The Stuff of Outdoor Dreams
The Signal
5/4/10
Jim Walker
Signal Escape Editor
Fort Santa Barbara
"Don't expand your house, build a tree house," said Barbara Butler. "It's good for your kids' imagination. It gets them outdoors and playing."
Butler is the owner and president of Barbara Butler Artist-Builder, Inc. Her company creates tree houses, play forts, playhouses, backyard theaters, outdoor furniture and a whole lot more - all designed with children in mind. There are customs, pre-designed structures, kits and do-it-yourself plans available, and the possibilities (as well as the prices) boggle the imagination. Touring the website www.barbarabutler.com is like taking a trip into childhood fantasyland, and there are "playhouses" there that look like they would (and probably do) require a mortgage.
As you can see from the accompanying photos, these are not your granddad's structures. They are artistically designed, yet super functional for play. They often incorporate bridges, towers, slides, swings and more.
Butler said she grew up (as many of us did) playing outdoors, where using one's imagination and enjoying physical activity in the fresh air was an everyday thing.
"Kids have gotten away from that these days," she said.
And her goal is to get them back out there. While building the structures that will inspire them is her primary focus, enabling parents to build their own is also a joy. "I love the idea of being the inspiration for people to go to the website and then do it themselves," she said.
So, how did she come to this?
"I got into it in a roundabout way," Butler said. She was working as a contractor to pay bills while she expressed her artistic nature in oil painting. The contracting work was mostly decks, hot tubs and the like. In 1987, one of her customers asked if she could build an unusual play structure. She did the job, but when it was finished, she figured out she'd done it at a pay rate of only $2 per hour. But even so it inspired her. "I realized this was it," Butler said. "It combined everything I loved - art, wood, sculpture, the outdoors, kids and play."
That was the beginning, and now Butler and her merry group of play professionals"\ make dreams come true for children of all ages.
But these dreams don't come cheap. While you can purchase plans for building your own play structures, starting at $295, things go up fast after that. Two kits are offered, for two different sized play houses, at $2,450 and $4,950. A one-story predesigned play house starts at $4,000 and a two-story at $9,000. Custom structures start at about $15,000 and can go up to $200,000, with the typical price in the $25,000 to $50,000 range. Butler explained the differences.
"Pre-designed means we have built that model over and over. It's an economy of scale, and sometimes the parts are already built. A kit is between plans and pre-designed. All the wood is cut and full instructions with photos show how to build it. It comes with everything, including the hardware."
She said the kits aren't really big sellers.
"People are more interested in doing it from plans or buying pre-designed," she said.

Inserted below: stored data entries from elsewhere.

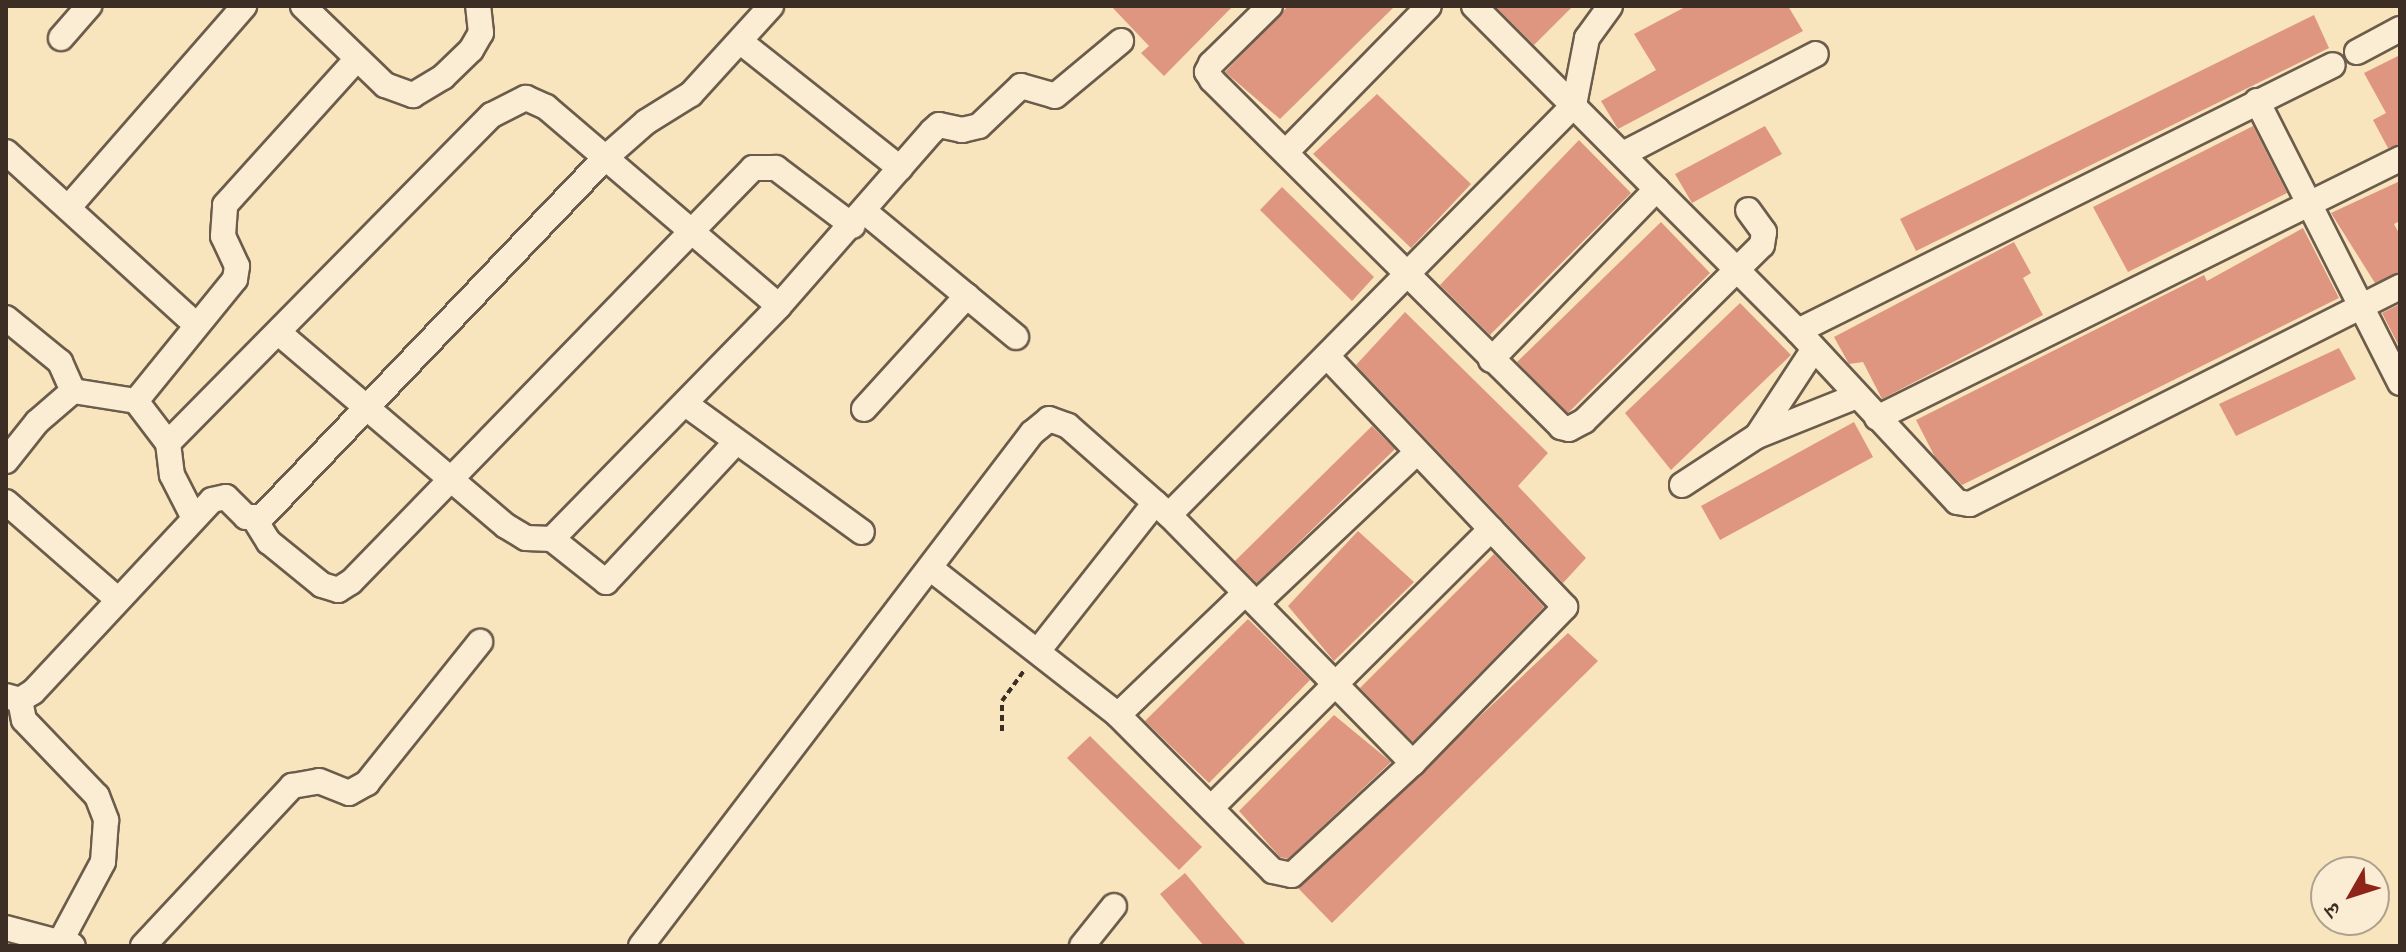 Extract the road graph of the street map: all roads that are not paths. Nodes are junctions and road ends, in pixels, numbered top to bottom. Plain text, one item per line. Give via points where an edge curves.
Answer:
1 (89, 6) edge
2 (244, 6) edge
3 (303, 6) edge
4 (478, 6) edge
5 (771, 6) edge
6 (1270, 6) edge
7 (1429, 6) edge
8 (1474, 6) edge
9 (1610, 6) edge
10 (2400, 29) edge
11 (61, 38) dead end
12 (1121, 41) dead end
13 (741, 42) junction
14 (2357, 52) dead end
15 (1816, 54) dead end
16 (356, 60) junction
17 (2333, 65) dead end
18 (2257, 101) junction
19 (1574, 105) junction
20 (6, 152) edge
21 (1286, 152) junction
22 (1623, 154) junction
23 (604, 159) junction
24 (2400, 159) edge
25 (900, 168) junction
26 (1657, 189) junction
27 (2310, 204) junction
28 (68, 208) junction
29 (1748, 210) dead end
30 (859, 219) junction
31 (690, 234) junction
32 (1737, 269) junction
33 (1408, 274) junction
34 (2400, 287) edge
35 (967, 296) junction
36 (779, 306) junction
37 (2361, 306) junction
38 (6, 318) edge
39 (196, 325) junction
40 (279, 333) junction
41 (1016, 337) dead end
42 (1806, 340) junction
43 (1327, 356) junction
44 (1491, 360) junction
45 (2400, 383) edge
46 (73, 391) junction
47 (1857, 396) junction
48 (136, 401) junction
49 (367, 404) junction
50 (687, 405) junction
51 (864, 409) dead end
52 (1877, 418) junction
53 (1757, 436) junction
54 (736, 442) junction
55 (168, 443) junction
56 (1417, 452) junction
57 (6, 461) edge
58 (453, 478) junction
59 (1682, 485) dead end
60 (6, 502) edge
61 (1162, 509) junction
62 (194, 518) junction
63 (255, 520) junction
64 (1491, 529) junction
65 (862, 532) dead end
66 (552, 539) junction
67 (930, 568) junction
68 (116, 598) junction
69 (1251, 598) junction
70 (480, 642) dead end
71 (1038, 651) junction
72 (1333, 683) junction
73 (13, 698) edge
74 (1118, 715) junction
75 (1413, 763) junction
76 (1212, 807) junction
77 (1114, 906) dead end
78 (6, 928) edge
79 (63, 944) edge
80 (143, 946) edge
81 (641, 946) edge
82 (1082, 946) edge

1 - 11 street
2 - 28 street
3 - 16 street
4 - 16 street via 481,33 471,50 443,77 413,95 385,85
5 - 13 street
6 - 21 street via 1207,72
7 - 21 street
8 - 19 street
9 - 19 street via 1587,38
10 - 14 street
12 - 25 street via 1055,96 1021,86 979,126 962,130 939,125
13 - 23 street via 691,94 646,122
13 - 25 street
15 - 22 street
16 - 39 street via 225,205 223,236 237,266 235,279
17 - 18 street
18 - 27 street
18 - 42 street
19 - 22 street
19 - 33 street
20 - 28 street
21 - 33 street
22 - 26 street
23 - 31 street
23 - 40 street via 546,107 526,98 509,103
23 - 49 street
24 - 27 street
25 - 30 street
26 - 32 street
26 - 44 street
27 - 37 street
27 - 52 street
28 - 39 street
29 - 32 street via 1765,239
30 - 31 street via 765,164 743,175
30 - 35 street
30 - 36 street
31 - 36 street
31 - 58 street
32 - 42 street
32 - 44 street via 1577,427 1561,427
33 - 43 street
33 - 44 street
34 - 37 street
35 - 41 street
35 - 51 street
36 - 50 street
37 - 45 street
37 - 52 street via 1970,504 1949,495
38 - 46 street via 60,362
39 - 48 street
40 - 49 street
40 - 55 street
42 - 47 street
42 - 53 street
43 - 56 street
43 - 61 street
46 - 48 street
46 - 57 street via 48,410
47 - 52 street
47 - 53 street
48 - 55 street
49 - 58 street
49 - 63 street
50 - 54 street
50 - 66 street
53 - 59 street
54 - 65 street
54 - 66 street via 606,582
55 - 62 street via 172,475
56 - 64 street
56 - 69 street
58 - 63 street via 338,590 322,585 269,542
58 - 66 street via 506,526 526,538
60 - 68 street
61 - 67 street via 1068,426 1049,419 1032,433
61 - 69 street
61 - 71 street
62 - 63 street via 220,497
62 - 68 street
64 - 72 street
64 - 75 street via 1565,607
67 - 71 street
67 - 81 street
68 - 73 street via 33,692
69 - 72 street
69 - 74 street
70 - 80 street via 367,783 349,793 319,781 292,786
71 - 74 street
72 - 75 street
72 - 76 street
73 - 79 street via 24,720 97,796 106,820 103,862
74 - 76 street
75 - 76 street via 1292,875 1273,871
77 - 82 street
78 - 79 street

Butler's structures are well-crafted and sturdy. "All the lumber is redwood from well-managed forests," she said. The redwood is very durable in the outdoors, strong, easy to work with, resistant to termite damage and "it smells good." Plastic is used for slides and there are metal parts, but most of each structure is natural redwood.
"Maintenance is simple," Butler said. "People have us back 10 years later. Re-staining brings back the original glory."
Butler's company and its customers are like an extended family and stay in touch. "We even help people sell them (the play structures) when their kids grow up," she said. These resales get posted on the website.
Kids lives are so scheduled, so structured these days, Butler emphasized. They spend so much time indoors. We need to create interesting outdoor play spaces to get them outdoors and spark their imaginations.